*** Begin section ***

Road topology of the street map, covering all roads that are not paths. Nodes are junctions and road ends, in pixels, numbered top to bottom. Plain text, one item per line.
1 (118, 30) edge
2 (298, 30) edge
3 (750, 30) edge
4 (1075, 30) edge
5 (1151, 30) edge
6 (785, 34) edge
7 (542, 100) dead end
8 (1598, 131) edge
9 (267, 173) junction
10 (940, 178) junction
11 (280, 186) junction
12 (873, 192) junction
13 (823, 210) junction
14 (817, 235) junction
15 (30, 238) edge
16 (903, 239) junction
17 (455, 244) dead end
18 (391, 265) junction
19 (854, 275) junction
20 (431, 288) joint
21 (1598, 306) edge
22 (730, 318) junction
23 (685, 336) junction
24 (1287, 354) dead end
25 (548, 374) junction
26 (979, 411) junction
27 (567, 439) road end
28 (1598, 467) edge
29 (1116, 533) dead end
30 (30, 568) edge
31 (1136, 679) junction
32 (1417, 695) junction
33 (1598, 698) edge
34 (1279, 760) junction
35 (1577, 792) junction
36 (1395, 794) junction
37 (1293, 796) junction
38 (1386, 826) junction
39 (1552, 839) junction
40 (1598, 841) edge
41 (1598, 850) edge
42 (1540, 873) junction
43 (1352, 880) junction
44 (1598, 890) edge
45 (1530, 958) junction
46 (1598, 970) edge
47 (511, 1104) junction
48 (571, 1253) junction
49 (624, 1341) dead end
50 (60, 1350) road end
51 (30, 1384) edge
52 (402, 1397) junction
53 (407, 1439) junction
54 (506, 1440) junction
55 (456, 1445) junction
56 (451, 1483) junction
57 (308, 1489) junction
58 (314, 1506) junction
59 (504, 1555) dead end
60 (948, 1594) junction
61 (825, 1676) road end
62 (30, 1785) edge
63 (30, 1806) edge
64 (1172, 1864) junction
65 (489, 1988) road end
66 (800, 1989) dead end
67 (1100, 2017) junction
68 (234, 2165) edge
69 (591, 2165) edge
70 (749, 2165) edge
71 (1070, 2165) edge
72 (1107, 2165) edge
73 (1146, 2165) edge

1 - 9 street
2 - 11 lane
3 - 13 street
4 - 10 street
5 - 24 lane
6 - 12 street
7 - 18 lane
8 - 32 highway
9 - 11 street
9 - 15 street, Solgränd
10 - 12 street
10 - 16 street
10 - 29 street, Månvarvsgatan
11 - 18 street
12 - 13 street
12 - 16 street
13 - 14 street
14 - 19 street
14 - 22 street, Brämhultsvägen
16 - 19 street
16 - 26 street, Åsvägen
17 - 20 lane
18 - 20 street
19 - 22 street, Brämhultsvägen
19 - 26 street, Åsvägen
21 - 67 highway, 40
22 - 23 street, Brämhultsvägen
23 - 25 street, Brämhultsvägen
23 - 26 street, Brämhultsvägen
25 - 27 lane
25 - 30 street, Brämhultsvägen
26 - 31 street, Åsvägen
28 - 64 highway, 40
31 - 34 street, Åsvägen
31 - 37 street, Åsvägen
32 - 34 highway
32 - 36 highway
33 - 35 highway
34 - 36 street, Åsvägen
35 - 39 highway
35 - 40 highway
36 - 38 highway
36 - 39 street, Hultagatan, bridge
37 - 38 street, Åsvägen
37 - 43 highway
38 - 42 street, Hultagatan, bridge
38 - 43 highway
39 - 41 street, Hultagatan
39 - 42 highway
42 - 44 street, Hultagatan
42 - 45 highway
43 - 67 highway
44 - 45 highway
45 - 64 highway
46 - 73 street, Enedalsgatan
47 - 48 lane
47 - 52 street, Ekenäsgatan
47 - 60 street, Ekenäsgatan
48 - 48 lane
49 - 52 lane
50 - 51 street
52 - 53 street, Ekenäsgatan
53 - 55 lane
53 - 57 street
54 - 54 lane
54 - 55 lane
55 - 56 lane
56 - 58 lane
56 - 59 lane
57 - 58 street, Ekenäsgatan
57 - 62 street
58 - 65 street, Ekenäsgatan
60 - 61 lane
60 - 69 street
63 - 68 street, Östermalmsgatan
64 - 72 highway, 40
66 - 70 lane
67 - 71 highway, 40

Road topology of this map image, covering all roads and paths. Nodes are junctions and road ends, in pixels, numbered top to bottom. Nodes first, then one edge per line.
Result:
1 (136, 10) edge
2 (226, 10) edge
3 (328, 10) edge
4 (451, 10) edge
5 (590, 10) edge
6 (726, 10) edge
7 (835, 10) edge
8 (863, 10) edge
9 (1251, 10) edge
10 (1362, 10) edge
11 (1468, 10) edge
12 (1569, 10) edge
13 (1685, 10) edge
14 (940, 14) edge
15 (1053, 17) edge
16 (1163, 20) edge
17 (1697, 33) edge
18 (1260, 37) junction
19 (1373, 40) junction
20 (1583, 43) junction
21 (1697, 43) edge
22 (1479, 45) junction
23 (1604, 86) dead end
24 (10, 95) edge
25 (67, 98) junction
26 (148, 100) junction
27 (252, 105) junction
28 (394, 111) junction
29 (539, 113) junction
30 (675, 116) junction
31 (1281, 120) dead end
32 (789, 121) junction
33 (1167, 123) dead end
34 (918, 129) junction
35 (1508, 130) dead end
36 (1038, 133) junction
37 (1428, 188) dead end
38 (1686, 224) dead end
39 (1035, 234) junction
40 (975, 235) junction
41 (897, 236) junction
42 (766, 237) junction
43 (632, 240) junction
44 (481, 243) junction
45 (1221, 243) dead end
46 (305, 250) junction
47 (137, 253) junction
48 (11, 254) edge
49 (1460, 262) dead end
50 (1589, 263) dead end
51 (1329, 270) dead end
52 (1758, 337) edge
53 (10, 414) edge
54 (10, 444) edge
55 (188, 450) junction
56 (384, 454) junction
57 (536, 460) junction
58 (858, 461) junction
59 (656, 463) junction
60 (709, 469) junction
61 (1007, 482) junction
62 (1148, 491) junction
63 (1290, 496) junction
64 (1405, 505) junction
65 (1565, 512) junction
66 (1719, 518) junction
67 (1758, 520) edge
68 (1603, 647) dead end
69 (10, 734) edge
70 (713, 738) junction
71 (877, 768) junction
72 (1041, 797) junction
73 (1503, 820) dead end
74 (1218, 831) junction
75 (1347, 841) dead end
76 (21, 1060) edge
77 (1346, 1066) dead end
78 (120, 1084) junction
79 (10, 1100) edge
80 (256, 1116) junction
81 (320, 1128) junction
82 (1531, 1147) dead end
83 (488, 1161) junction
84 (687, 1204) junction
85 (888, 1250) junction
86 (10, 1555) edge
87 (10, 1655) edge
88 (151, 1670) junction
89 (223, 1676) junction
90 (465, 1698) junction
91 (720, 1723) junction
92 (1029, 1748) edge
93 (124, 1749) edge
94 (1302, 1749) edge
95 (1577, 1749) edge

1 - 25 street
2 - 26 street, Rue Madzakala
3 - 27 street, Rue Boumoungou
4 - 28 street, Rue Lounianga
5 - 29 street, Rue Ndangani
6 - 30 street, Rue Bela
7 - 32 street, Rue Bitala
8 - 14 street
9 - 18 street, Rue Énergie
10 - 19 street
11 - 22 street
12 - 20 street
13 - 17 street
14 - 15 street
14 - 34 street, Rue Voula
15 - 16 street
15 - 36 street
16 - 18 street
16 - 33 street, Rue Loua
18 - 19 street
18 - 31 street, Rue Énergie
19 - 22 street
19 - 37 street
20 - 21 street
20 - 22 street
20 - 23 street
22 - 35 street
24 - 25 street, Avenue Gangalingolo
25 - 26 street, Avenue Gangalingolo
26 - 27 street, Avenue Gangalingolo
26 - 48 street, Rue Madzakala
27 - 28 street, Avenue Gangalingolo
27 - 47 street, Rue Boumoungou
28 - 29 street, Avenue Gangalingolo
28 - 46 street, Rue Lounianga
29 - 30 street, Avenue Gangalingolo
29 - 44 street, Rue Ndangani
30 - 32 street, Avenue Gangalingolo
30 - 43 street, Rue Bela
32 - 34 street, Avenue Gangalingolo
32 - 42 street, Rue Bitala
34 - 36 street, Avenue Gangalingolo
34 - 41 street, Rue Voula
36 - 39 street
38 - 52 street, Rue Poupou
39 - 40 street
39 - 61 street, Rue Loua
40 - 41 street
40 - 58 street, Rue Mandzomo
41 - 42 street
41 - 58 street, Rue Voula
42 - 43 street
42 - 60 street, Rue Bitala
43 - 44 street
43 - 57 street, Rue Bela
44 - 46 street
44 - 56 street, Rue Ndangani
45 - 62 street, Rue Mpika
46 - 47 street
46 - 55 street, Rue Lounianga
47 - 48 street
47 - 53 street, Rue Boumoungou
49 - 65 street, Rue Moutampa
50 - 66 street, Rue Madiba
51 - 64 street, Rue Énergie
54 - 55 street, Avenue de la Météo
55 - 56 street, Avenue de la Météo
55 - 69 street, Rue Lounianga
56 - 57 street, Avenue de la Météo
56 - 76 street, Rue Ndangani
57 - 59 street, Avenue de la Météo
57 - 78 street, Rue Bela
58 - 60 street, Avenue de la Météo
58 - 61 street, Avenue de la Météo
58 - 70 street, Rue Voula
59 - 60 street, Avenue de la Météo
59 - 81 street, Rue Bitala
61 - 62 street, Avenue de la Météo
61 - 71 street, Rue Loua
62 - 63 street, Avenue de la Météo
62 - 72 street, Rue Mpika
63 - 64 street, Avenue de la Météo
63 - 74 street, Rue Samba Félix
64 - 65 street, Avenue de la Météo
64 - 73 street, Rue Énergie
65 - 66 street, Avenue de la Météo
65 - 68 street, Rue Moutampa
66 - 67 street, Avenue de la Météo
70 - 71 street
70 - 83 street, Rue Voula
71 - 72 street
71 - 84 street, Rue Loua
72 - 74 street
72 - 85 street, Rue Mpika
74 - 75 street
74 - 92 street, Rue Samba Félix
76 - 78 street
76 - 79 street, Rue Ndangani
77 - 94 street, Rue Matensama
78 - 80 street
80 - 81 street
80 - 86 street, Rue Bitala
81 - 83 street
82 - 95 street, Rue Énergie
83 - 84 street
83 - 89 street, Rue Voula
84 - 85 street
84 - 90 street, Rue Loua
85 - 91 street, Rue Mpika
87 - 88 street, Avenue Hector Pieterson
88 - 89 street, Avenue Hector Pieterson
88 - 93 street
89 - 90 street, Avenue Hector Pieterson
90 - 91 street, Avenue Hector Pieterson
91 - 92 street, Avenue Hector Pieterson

*** End section ***

**WHAT THE TASK ASKS**
For the listing above, work out how many lines contain the string "bottom" and return only that figure.

**OUTPUT FOR THIS TASK**
2